Ken Reeves followed Tovar and gave his perspective on diversity stating that it is not just about representation, it’s about opportunity. He explained how as an ex-NFL player he had to develop a strategy to diversify himself and about the corporate strategy at Bell Helicopter related to diversity.
“Until [diversity] translates into opportunity for everyone, it’s just talk.”
Each of the panelists brought an enlightened perspective on diversity that went beyond the typical race, ethnicity, sex, religions, etc.

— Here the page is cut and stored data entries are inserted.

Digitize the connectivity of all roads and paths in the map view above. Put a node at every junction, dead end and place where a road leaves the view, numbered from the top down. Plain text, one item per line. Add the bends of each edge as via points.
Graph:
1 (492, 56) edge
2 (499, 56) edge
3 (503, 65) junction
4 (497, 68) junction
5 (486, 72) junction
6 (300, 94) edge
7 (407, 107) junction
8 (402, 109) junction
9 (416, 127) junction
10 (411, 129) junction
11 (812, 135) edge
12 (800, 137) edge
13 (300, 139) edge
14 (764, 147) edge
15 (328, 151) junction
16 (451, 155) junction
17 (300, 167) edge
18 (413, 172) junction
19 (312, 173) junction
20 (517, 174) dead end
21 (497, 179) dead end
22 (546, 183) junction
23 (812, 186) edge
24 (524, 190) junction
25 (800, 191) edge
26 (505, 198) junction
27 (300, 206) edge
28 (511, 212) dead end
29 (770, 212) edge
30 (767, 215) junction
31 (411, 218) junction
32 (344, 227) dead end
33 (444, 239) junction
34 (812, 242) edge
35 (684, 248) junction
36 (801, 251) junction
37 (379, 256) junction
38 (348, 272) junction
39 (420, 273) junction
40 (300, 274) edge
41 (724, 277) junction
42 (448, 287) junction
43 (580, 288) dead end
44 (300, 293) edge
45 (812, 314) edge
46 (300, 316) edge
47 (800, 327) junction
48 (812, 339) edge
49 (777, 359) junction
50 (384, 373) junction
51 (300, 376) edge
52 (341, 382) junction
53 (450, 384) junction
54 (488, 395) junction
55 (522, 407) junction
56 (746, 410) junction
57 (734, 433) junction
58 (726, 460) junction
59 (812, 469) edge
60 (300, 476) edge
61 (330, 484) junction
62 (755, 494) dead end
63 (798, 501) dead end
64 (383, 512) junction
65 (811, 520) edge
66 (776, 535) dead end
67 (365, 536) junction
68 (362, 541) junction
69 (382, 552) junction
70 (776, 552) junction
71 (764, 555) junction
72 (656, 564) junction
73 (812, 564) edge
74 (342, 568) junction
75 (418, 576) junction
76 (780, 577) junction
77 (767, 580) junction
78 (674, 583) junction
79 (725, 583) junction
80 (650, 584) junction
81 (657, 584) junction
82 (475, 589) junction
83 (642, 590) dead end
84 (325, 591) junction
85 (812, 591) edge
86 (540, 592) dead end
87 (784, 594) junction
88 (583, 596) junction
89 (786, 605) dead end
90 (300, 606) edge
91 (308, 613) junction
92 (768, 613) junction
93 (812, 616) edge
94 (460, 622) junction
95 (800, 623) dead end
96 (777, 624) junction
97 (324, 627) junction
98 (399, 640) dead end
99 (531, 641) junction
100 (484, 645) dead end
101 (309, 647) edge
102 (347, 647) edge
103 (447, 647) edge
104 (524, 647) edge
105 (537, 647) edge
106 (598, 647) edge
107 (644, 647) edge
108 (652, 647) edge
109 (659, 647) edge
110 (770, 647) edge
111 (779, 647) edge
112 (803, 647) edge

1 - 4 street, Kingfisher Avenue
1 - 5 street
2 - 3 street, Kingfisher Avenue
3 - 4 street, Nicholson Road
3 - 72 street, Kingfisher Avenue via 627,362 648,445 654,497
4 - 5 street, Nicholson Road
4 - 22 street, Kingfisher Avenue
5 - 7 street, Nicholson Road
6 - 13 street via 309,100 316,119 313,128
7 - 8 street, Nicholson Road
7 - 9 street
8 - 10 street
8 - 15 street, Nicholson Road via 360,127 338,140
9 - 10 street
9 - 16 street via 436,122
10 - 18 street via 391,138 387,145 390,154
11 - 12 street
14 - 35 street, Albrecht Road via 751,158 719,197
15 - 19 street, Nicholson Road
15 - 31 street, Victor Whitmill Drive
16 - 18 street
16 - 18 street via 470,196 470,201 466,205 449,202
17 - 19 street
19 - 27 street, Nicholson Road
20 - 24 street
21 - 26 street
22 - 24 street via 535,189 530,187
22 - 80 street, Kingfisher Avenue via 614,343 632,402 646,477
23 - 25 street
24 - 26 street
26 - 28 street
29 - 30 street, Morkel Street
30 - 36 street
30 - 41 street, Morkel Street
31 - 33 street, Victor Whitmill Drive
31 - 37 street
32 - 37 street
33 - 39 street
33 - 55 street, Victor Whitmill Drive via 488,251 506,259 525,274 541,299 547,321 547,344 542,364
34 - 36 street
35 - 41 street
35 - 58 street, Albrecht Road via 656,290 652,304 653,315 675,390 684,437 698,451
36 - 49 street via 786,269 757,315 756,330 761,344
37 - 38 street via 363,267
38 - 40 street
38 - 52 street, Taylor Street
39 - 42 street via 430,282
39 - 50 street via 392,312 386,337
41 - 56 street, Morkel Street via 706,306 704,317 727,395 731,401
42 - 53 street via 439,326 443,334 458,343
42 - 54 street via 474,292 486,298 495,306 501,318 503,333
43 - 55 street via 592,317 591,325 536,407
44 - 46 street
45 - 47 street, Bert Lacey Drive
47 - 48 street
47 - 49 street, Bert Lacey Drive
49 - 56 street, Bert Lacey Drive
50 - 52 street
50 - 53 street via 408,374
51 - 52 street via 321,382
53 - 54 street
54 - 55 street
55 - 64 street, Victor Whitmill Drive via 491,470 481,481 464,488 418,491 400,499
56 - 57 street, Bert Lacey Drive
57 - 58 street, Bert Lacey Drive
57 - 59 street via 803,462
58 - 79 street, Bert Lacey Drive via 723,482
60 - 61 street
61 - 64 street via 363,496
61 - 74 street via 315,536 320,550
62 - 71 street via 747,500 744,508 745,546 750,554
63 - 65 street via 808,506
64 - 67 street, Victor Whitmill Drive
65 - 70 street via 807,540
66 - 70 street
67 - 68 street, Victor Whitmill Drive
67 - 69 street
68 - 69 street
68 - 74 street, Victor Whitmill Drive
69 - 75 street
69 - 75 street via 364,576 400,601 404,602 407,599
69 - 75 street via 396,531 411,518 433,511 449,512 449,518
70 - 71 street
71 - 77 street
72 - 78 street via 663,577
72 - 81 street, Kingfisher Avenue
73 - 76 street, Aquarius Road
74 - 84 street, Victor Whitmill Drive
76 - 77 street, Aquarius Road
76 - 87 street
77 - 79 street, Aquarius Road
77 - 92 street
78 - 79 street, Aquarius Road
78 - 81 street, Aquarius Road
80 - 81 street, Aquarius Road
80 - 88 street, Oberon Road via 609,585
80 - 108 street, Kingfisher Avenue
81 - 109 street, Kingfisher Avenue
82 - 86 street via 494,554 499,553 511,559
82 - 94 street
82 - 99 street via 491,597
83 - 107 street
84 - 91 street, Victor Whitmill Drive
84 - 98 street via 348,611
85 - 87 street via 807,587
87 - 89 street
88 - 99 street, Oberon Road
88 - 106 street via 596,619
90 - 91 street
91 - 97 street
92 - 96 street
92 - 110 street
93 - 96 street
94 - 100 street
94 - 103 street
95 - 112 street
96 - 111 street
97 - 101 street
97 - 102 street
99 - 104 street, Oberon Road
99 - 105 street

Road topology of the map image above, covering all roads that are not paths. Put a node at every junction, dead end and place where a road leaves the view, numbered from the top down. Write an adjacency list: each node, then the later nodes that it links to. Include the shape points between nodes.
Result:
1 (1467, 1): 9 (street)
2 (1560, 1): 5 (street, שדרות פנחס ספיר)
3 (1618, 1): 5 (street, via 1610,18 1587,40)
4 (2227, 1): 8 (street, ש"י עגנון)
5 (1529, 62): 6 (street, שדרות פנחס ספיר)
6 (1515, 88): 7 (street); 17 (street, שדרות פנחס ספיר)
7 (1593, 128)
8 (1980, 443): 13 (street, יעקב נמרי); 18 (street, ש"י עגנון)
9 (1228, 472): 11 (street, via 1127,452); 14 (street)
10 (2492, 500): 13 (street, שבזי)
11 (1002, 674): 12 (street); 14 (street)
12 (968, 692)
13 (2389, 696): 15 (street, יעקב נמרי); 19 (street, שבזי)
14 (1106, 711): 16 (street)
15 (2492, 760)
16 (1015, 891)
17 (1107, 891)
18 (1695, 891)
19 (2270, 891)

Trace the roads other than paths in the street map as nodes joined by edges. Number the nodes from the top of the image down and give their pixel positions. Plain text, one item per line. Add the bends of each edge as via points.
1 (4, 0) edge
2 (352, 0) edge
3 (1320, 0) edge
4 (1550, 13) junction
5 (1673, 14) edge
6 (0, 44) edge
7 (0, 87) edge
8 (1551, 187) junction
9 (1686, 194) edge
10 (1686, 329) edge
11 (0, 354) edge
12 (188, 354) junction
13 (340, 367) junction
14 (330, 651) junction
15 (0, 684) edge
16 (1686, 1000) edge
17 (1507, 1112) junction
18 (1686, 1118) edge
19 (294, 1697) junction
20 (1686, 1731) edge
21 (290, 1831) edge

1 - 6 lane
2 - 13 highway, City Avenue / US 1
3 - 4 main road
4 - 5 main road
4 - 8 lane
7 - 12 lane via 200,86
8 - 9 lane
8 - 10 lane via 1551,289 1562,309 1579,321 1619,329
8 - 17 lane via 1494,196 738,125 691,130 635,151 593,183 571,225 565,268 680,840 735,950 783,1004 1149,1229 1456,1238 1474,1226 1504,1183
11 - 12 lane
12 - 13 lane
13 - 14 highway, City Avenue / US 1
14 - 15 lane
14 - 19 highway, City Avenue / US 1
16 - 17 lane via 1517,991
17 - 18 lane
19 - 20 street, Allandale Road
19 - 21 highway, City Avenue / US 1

Also, going back to Mitch Hill’s reference, the mask metaphor, in my opinion, is fundamental to human communication. It is a great explainer for the different roles we play on a daily basis. We are different (diversity within ourselves) depending on our audience. When I am at home, I play the husband and father roles. At work, my mask is that of a communications/PR professional. With friends…With other family members…With new people…etc. These are all roles that are within me. We all have the different masks to wear. It’s not hiding. It’s playing the role of a human.
Lastly, the notion that diversity without opportunity is a significant next step. It is not about checking off boxes to make sure your company has this many women or that many Latinos. It is about recognizing the business strategy, objectives, and benefits behind a diversity opportunities.
What do you think? Do you consider yourself to be personally diverse? Do you think you wear masks? Can diversity translate into opportunity?